Using my trisomy12 dataset, which I imported using the sc.read_10x_mtx() function (versus the DCIS dataset which I imported as sc.AnnData()from a pd dataframe) before saving it as .h5ad for copyVAE, I came across a runtime issue:

2. Datastructure missmatch The data imported with sc.read_10x_mtx comes in the format

type(data.X)
<class 'scipy.sparse._csc.csc_matrix'>

and after calling todense() on it stays a matrix:

type(x)
<class 'numpy.matrix'>

In comparison to the DCIS dataset, which is type numpy.ndarray. The code seems to work with the ndarray, but not matrix.

Because this further down the line in auto_corr() called from find_normal_cluster() leads to a ValueError in the line res += np.sum(cluster_data[i,:] * cluster_data[j,:]), because of the dimensions.
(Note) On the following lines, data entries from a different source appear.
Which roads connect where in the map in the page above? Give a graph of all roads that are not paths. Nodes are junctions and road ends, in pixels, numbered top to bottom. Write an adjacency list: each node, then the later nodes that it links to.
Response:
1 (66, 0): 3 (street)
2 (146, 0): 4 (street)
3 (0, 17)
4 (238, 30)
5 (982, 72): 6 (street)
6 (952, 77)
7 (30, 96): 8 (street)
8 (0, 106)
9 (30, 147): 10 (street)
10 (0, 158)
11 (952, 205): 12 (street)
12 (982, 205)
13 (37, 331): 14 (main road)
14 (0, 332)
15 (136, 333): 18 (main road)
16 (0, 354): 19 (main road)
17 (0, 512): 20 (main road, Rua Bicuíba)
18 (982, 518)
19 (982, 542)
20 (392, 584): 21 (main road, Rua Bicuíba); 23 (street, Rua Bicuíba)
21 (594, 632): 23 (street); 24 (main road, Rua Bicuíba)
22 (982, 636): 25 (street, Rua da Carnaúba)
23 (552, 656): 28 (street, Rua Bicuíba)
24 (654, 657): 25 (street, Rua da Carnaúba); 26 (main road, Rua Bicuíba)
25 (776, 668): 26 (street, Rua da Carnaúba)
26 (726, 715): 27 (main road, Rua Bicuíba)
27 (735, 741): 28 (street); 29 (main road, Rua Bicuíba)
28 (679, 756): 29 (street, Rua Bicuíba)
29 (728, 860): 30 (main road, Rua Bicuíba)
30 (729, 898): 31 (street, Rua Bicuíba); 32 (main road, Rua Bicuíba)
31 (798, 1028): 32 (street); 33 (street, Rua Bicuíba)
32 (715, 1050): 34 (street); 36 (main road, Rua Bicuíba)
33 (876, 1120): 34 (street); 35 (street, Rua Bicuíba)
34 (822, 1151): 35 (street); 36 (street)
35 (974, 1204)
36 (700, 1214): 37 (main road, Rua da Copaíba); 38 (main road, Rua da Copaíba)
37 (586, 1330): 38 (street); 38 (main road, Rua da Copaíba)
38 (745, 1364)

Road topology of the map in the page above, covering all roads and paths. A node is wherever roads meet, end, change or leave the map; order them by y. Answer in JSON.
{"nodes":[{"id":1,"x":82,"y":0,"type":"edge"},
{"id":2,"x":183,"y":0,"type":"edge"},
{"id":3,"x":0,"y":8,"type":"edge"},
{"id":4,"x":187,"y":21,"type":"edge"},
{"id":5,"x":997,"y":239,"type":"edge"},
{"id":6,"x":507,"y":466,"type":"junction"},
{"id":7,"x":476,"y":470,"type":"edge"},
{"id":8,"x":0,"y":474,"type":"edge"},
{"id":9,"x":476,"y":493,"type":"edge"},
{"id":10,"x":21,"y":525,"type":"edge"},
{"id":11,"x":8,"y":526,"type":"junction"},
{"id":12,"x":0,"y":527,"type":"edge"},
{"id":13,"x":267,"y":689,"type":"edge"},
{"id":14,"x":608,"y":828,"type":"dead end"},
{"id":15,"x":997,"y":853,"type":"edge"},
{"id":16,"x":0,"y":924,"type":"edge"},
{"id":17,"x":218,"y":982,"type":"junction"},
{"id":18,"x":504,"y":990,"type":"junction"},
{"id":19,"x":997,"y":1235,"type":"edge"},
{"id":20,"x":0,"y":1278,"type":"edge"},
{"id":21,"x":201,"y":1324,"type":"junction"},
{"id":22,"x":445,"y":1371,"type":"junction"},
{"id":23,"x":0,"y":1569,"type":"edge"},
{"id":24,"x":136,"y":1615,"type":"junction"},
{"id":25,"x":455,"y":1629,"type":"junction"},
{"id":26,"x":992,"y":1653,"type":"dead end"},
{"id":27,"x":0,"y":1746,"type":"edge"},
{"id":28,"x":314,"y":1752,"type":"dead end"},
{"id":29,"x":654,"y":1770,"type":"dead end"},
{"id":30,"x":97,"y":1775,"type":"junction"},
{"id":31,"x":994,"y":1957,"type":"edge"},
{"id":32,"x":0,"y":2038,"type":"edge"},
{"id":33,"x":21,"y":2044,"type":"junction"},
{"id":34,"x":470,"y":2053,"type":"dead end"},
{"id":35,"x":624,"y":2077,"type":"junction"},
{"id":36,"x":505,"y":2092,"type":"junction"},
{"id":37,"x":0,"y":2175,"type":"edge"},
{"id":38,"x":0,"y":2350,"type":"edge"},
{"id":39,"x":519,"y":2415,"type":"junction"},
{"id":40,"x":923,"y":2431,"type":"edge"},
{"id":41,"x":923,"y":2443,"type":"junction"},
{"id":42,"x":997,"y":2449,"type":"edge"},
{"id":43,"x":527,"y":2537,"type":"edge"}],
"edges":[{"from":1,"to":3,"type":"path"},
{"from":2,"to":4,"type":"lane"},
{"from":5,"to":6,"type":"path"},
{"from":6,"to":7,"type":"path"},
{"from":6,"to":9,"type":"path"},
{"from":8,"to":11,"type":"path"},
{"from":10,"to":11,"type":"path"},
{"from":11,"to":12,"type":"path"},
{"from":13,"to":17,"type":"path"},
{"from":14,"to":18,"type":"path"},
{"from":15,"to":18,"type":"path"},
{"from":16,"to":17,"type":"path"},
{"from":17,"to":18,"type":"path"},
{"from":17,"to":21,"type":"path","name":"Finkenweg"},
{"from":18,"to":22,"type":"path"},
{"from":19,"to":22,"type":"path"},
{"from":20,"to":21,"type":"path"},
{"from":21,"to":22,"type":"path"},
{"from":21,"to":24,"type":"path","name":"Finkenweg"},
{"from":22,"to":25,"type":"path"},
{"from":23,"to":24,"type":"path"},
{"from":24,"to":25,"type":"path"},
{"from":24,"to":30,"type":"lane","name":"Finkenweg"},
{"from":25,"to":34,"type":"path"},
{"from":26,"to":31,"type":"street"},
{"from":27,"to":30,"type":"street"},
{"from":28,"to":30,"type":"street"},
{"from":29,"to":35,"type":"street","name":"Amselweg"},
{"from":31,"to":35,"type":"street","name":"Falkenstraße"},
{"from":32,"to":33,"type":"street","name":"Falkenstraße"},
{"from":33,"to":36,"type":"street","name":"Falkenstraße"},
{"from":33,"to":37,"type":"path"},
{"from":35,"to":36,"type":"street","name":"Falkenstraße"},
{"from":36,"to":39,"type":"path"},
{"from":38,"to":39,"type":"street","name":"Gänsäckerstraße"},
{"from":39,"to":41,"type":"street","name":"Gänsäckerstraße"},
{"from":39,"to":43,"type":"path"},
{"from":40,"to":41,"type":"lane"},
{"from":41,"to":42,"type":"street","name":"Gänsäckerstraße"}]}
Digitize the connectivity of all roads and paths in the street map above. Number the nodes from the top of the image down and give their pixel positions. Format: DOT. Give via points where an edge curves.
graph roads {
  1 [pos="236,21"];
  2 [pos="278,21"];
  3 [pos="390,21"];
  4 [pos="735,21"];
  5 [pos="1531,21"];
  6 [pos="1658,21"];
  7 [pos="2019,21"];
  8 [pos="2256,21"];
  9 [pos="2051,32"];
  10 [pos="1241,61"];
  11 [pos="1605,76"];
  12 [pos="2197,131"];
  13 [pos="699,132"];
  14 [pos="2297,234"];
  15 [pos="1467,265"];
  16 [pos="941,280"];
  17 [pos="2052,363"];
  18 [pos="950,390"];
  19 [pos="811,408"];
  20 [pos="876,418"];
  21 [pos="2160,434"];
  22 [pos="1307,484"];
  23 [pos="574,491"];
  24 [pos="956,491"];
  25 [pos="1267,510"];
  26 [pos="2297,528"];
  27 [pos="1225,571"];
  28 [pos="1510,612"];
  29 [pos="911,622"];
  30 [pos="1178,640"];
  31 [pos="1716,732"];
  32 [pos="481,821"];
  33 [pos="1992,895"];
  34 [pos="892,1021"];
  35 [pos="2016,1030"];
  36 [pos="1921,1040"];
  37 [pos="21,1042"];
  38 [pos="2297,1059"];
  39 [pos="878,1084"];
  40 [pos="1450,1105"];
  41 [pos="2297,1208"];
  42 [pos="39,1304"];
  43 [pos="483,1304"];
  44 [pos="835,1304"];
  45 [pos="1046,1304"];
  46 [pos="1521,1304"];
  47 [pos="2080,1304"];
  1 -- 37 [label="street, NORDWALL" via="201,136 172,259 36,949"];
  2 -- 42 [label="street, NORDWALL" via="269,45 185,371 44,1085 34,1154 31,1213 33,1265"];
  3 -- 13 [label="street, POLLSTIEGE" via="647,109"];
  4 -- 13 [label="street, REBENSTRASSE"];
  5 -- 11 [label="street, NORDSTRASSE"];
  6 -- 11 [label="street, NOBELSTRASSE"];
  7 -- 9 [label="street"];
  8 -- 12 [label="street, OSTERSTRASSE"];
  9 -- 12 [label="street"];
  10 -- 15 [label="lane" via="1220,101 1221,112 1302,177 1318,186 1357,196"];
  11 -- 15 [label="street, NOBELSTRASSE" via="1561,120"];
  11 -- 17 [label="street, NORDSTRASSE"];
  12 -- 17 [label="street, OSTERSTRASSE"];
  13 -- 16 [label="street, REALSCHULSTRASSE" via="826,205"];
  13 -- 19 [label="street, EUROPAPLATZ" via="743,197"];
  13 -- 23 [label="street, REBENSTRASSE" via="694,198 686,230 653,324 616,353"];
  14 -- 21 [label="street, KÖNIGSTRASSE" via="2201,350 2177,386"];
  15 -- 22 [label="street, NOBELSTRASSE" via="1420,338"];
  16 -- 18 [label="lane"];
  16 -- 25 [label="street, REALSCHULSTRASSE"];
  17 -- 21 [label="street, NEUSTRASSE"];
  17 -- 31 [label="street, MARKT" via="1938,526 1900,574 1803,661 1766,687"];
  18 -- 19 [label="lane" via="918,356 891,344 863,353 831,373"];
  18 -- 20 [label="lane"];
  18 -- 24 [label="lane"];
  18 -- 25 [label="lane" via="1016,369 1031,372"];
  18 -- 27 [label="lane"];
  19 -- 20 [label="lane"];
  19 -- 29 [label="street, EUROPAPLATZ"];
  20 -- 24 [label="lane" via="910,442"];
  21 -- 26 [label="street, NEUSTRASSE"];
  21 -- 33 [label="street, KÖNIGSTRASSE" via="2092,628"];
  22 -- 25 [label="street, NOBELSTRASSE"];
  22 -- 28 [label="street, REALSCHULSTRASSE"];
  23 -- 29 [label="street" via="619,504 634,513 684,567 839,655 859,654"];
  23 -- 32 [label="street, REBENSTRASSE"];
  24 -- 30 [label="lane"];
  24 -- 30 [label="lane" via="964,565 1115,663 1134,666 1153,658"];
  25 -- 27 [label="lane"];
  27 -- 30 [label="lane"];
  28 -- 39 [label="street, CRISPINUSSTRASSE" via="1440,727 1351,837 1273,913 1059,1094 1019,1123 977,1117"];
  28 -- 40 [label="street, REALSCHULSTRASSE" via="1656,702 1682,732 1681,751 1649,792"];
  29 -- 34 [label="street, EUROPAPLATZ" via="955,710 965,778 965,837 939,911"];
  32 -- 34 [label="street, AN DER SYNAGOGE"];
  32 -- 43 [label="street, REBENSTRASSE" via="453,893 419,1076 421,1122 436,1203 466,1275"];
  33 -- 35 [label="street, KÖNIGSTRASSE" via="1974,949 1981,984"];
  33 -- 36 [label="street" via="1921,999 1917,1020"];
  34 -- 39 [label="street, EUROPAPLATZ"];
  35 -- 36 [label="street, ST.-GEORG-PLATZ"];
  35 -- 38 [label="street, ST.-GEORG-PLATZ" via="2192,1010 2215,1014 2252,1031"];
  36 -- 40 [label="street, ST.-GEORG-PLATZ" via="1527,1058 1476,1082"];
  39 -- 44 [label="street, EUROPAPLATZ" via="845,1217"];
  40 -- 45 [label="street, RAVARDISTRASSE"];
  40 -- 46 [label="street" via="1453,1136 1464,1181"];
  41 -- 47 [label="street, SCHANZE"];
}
ValueError: shapes (1,529) and (1,529) not aligned: 529 (dim 1) != 1 (dim 0)

This can be, for example, fixed by converting

try:
        x = data.X.todense()
    except AttributeError:
        x = data.X

    if(isinstance(x, np.matrix)):
        x = np.asarray(x)

Either this or defining the input has to be in array form and not matrix form.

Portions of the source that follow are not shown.